NEW ORLEANS, LA (WWL-TV) – Rene Brunet Jr., the lifelong movie buff and New Orleans theater historian whose passion for film led him to purchase, restore and operate several of the city’s historic motion picture houses, including the Prytania, the city’s oldest theater, died Thursday.  He was 95.

Arthur Hardy, who published Mr. Brunet’s 2012 book, “There’s One in Your Neighborhood: The Lost Movie Theaters of New Orleans,” said Mr. Brunet would have turned 96 next week.

“He was a true pioneer, innovator and gentleman from another era,” Hardy said. “I was honored that he considered me his friend.”

In 1996, at the age of 75, Mr. Brunet purchased The Prytania, the only surviving single-screen movie theatre in Louisiana, which at the time was threatened with demolition.  Under his ownership, the theater, which opened in 1914, flourished.

His son, granddaughters and other relatives help manage the theater, where the elder Brunet was a fixture well into his 90s, even taking tickets at the door.  Always wearing a movie-themed tie, he also played a starring role in classic movie screenings, which he would introduce at the front of the theater, with trivia and history about that week’s motion picture.

Mr. Brunet worked in the local theater business for more than 70 years and became an expert on the history of the neighborhood “shows,” as New Orleanians are fond of calling their movie theaters.  As Mr. Brunet would often point out, the city was home to the nation’s first movie house, VitaScope Hall, which opened in 1896 on Canal Street.

That was one of the historical tidbits Mr. Brunet included in the book he released in 2012 with co-author Jack Stewart and Hardy.  The book, nearly two decades in the making, documents more than 100 neighborhood movie theaters from the golden age of picture shows in New Orleans, featuring pages of personal reminisces of the theaters drawing on the encyclopedic memory of Mr. Brunet himself.

Movie theaters were literally the family business for Mr. Brunet, whose father entered the theater business near the turn of the century.  He opened his first theater in 1905 on Canal Street.  Young Rene Jr. was just five years old when the era of “talking pictures” was born.

“For most of my…life, I have found myself in a theater virtually every night,” he wrote in the 2012 book.  He recalled stacking popcorn boxes and soft drink containers as a young boy, before graduating to more important tasks at the Imperial, the Hagan Avenue theater that his father built in 1921 – the year Rene Jr. was born. “The Imperial…was a family theater in every sense of the word,” he wrote.  He explained that his sister greeted patrons at the box office, his grandmother took tickets and an aunt sold concessions. “The little kid asking someone to read the subtitles (during a silent movie) was me!” Mr. Brunet wrote.

When his father died in 1946, Rene Jr., at age 25, became the owner and operating manager of the Imperial.  Rene Jr., a Warren Easton High School graduate, dropped out of college to run the theater, which was destroyed by fire in 1957.

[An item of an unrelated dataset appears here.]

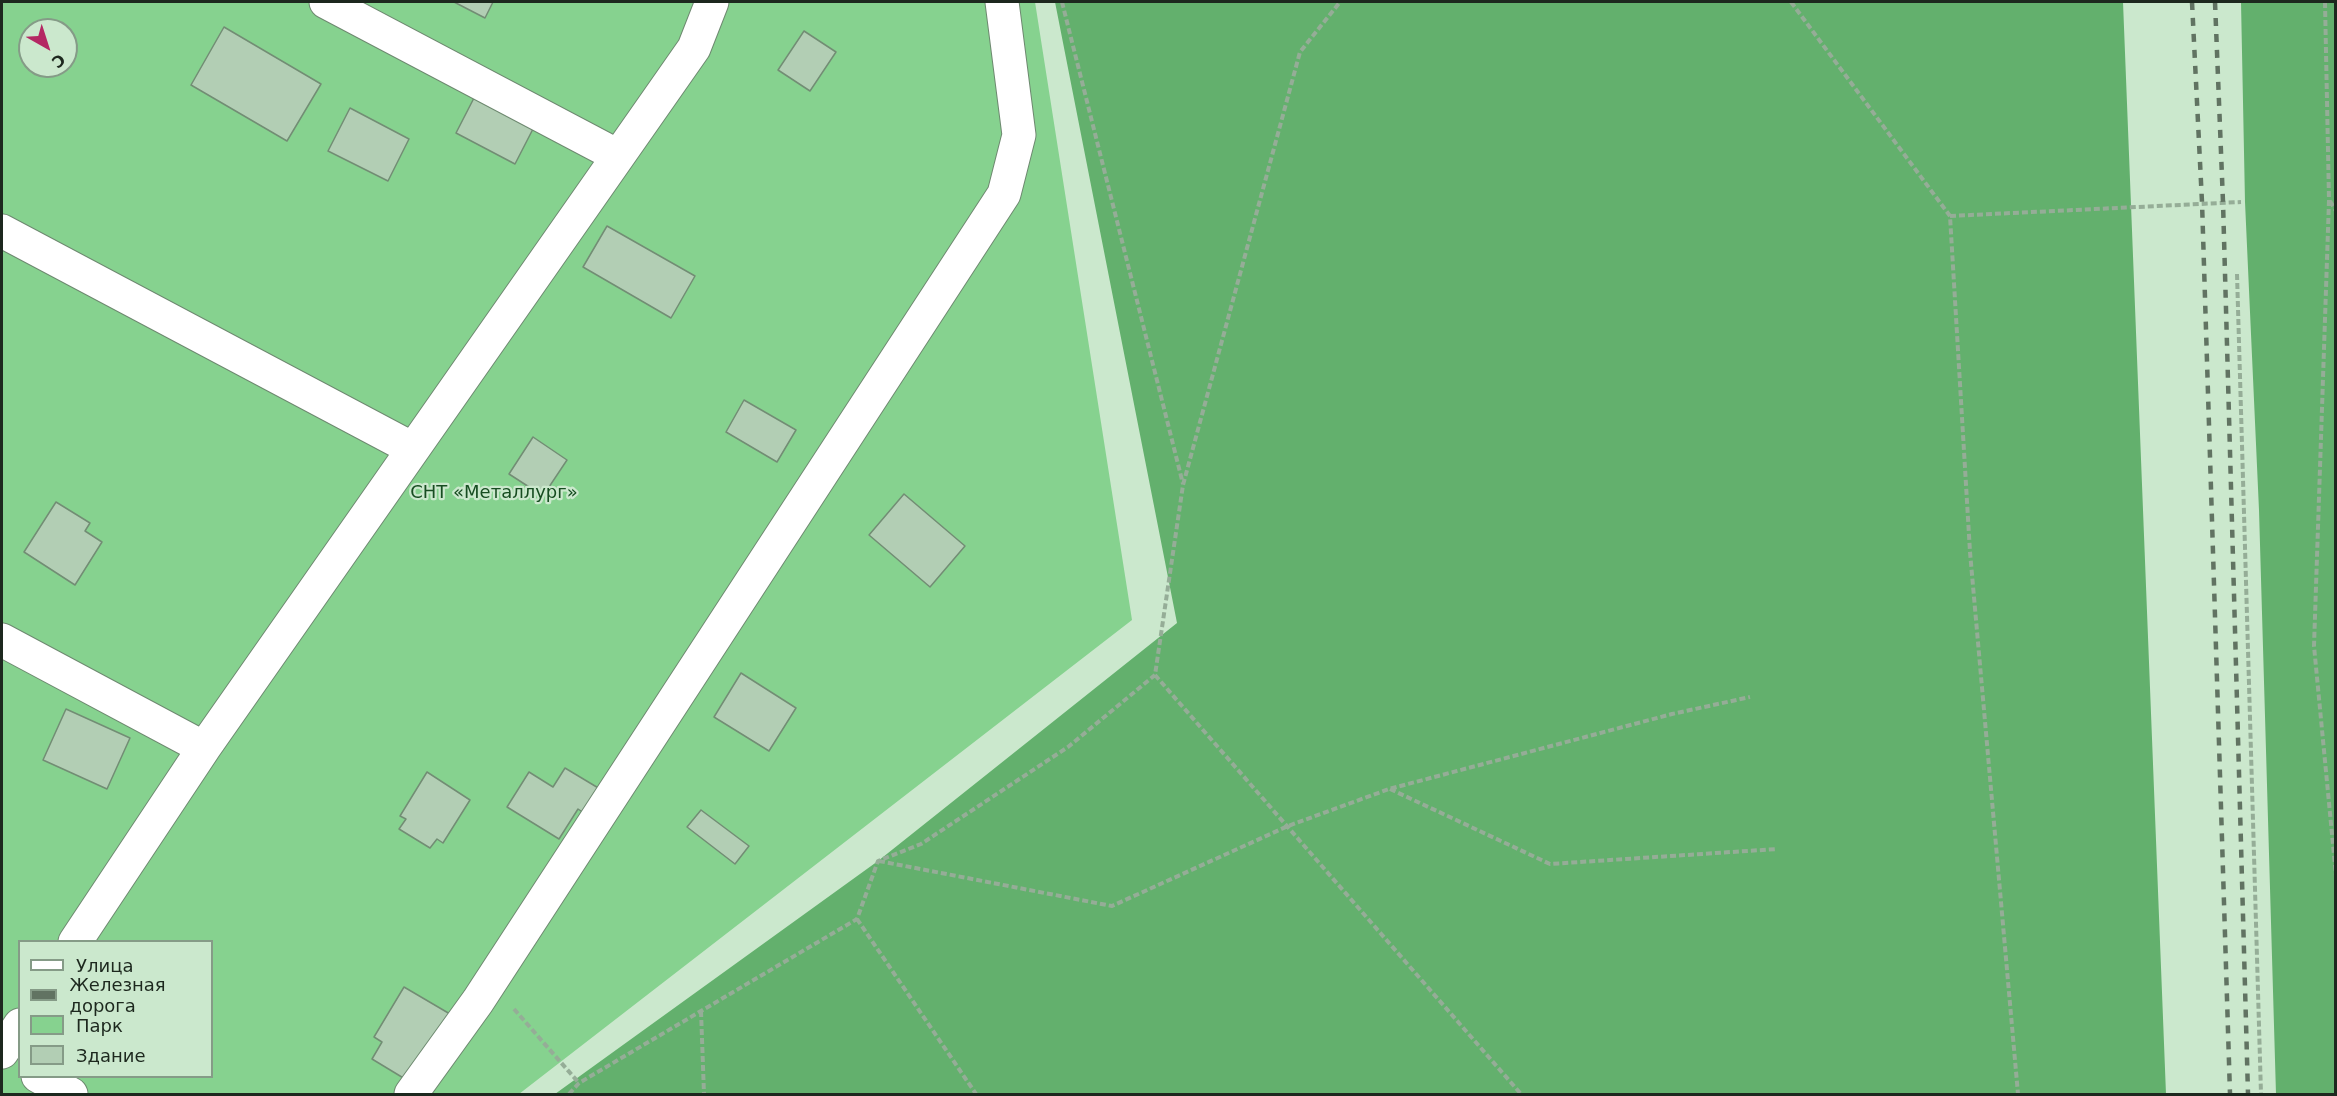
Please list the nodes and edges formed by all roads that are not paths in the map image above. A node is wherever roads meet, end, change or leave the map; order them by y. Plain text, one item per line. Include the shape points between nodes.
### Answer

Other theaters Brunet managed over the years included the Carver, Clabon, Circle, Crown, Famous and Gallo.  His Famous Theater, on Marigny Street at North Claiborne Avenue, is where he met his wife, Muriel, who worked the concession stand.

Mr. Brunet’s love for movies and movie theaters led him to save some of the theaters he frequented as a young boy and moviegoer.  He and his family operated the  Joy Theater (recently restored and reopened under different ownership) and Loew’s State Palace Theater on Canal Street in the 1970s, 80s and 90s.

In recent years, under the Brunets’ ownership, the Prytania became a center of the local movie community, which blossomed in recent years as the movie production industry boomed.  It became a headquarters for local film festivals and a haven for movie buffs with its classic movie and midnight movie series, as well as current feature films.

In 2009, The Prytania hosted a red carpet premiere of The Blind Side, benefiting Warren Easton High School, Mr. Brunet’s alma mater and the school which became a favorite cause of the film’s star, Sandra Bullock.

“Little did we know that in our presence that evening were two stars headed for the record books.  Just months later, Sandra Bullock won an Academy Award and (Drew) Brees and his New Orleans Saints won the Super Bowl,” Mr. Brunet wrote in his book.

Recognized throughout the industry as a lifelong movie buff and film historian, he was inducted into the motion picture industry group ShowEast’s Hall of Fame and the Warren Easton Charter School Hall of Fame.

Though somewhat frail, Mr. Brunet was present at the reopening in 2013 of the Saenger on Canal Street, the landmark theater whose grand opening he attended as a six-year-old boy 86 years earlier.

Survivors include his wife, Muriel; five children and six grandchildren.

Funeral arrangements are pending but his family said there are plans for a memorial service at the Prytania Theatre.